Instructions for the task: For each line below with the word "Miles", write out a copy.

::::::

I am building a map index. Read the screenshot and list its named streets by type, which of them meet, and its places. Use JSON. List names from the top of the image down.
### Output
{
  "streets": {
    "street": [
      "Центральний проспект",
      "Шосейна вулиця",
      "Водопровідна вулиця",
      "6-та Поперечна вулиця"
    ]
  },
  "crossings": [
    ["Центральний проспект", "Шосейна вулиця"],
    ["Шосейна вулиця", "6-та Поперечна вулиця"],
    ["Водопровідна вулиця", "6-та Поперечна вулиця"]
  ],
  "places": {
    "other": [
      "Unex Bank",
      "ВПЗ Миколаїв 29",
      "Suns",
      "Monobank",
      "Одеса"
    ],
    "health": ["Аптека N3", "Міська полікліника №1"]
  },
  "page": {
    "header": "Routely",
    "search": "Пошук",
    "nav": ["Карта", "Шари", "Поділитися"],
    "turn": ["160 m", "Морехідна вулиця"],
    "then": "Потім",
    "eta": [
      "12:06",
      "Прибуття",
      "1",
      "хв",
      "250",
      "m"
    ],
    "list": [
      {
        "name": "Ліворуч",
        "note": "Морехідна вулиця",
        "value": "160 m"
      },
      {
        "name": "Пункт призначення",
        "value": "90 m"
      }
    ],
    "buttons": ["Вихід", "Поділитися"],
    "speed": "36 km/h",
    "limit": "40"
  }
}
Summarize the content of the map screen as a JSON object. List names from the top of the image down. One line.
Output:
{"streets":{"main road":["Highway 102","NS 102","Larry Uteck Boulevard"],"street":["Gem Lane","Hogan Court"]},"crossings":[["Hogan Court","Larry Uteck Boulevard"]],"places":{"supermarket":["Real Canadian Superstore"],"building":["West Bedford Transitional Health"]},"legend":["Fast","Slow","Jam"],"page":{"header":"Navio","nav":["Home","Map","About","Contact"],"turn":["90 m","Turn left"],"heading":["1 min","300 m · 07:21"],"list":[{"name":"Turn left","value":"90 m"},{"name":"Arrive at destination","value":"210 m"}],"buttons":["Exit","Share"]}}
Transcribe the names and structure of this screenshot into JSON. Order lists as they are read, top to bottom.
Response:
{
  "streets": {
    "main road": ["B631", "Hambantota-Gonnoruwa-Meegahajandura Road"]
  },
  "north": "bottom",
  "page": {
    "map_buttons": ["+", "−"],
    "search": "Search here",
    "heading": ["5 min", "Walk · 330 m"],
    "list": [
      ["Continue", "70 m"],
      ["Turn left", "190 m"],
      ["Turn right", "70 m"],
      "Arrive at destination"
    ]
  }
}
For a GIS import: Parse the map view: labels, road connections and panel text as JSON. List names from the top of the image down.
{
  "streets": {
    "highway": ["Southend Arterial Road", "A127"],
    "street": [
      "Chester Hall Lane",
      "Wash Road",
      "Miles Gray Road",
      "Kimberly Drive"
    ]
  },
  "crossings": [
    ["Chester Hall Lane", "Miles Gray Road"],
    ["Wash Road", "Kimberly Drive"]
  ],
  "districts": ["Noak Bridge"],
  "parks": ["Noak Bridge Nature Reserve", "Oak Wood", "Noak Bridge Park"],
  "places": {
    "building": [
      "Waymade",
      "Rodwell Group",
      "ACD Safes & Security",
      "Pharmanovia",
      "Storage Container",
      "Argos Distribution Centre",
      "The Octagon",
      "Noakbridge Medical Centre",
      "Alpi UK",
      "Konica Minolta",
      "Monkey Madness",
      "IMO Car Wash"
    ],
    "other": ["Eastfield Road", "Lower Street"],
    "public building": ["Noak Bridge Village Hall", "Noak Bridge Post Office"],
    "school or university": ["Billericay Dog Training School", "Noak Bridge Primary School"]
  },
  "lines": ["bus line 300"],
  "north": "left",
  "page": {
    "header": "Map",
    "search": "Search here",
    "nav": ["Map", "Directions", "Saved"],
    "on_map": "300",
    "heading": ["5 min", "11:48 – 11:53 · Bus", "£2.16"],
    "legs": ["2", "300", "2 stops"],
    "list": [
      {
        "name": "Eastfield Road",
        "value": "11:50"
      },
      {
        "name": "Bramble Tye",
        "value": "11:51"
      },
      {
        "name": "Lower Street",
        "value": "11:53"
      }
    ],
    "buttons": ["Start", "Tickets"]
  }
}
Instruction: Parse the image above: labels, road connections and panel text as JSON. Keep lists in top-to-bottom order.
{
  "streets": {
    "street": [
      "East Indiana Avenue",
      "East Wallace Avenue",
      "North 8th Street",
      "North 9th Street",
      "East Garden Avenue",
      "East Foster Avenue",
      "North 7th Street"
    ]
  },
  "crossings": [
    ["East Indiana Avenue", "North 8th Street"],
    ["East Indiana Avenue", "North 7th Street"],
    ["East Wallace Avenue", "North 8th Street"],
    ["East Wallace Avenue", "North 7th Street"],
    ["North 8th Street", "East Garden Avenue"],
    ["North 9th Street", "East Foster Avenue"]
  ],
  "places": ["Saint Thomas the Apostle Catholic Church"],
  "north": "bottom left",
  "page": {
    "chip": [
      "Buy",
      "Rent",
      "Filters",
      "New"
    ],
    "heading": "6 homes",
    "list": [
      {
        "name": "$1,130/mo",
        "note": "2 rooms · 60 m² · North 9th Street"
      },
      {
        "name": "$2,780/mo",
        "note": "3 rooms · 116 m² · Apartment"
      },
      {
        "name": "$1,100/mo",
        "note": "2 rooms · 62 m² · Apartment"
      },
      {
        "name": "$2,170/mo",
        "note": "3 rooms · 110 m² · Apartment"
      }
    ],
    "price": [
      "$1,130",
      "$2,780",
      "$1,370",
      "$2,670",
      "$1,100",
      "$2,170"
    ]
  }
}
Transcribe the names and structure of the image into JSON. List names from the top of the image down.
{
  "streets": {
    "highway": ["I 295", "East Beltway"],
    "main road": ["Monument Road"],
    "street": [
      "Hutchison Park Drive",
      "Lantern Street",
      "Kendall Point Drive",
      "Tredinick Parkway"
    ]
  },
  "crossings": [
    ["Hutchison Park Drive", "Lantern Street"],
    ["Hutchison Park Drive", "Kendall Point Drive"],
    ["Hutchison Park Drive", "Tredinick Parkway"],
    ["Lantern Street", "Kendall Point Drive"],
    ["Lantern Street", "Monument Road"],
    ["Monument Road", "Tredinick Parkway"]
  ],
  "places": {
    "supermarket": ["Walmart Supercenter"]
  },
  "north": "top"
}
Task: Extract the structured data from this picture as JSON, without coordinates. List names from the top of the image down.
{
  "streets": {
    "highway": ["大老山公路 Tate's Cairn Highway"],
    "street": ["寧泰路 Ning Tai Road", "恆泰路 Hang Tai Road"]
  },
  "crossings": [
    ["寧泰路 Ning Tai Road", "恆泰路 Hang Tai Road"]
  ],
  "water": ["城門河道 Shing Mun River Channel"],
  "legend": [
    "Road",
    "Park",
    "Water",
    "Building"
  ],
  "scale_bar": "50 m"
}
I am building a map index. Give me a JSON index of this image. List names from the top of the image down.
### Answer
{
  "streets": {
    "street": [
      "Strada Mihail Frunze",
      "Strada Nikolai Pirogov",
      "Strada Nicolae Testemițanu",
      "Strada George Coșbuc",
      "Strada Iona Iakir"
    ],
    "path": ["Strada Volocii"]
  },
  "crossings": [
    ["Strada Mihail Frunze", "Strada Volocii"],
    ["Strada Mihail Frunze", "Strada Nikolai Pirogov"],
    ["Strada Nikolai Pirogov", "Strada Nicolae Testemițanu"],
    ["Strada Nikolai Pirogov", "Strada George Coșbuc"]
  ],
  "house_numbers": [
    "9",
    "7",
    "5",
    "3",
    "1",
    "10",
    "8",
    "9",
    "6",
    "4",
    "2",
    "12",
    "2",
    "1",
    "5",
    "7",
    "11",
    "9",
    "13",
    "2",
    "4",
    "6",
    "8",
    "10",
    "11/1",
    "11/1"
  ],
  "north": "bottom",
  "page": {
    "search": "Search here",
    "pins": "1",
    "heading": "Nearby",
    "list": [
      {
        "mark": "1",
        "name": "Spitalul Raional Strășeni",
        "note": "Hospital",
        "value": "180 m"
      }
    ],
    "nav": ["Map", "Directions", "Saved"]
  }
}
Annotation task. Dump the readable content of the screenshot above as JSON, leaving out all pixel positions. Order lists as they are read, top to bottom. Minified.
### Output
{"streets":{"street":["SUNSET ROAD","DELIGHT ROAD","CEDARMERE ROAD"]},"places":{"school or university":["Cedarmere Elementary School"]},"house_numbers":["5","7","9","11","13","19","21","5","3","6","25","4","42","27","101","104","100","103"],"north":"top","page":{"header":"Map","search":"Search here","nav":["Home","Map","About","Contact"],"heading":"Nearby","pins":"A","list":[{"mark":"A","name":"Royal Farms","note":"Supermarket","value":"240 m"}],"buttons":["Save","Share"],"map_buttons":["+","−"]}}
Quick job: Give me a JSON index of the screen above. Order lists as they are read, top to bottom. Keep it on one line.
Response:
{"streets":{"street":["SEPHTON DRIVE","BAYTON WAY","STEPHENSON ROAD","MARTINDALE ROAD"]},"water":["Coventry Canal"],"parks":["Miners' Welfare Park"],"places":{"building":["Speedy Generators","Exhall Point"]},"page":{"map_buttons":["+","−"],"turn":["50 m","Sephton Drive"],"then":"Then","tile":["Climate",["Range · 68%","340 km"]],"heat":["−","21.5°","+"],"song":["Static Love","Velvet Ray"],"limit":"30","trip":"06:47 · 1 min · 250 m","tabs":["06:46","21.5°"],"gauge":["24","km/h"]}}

::::::

Finished exercise:
      "Miles Gray Road",
    ["Chester Hall Lane", "Miles Gray Road"],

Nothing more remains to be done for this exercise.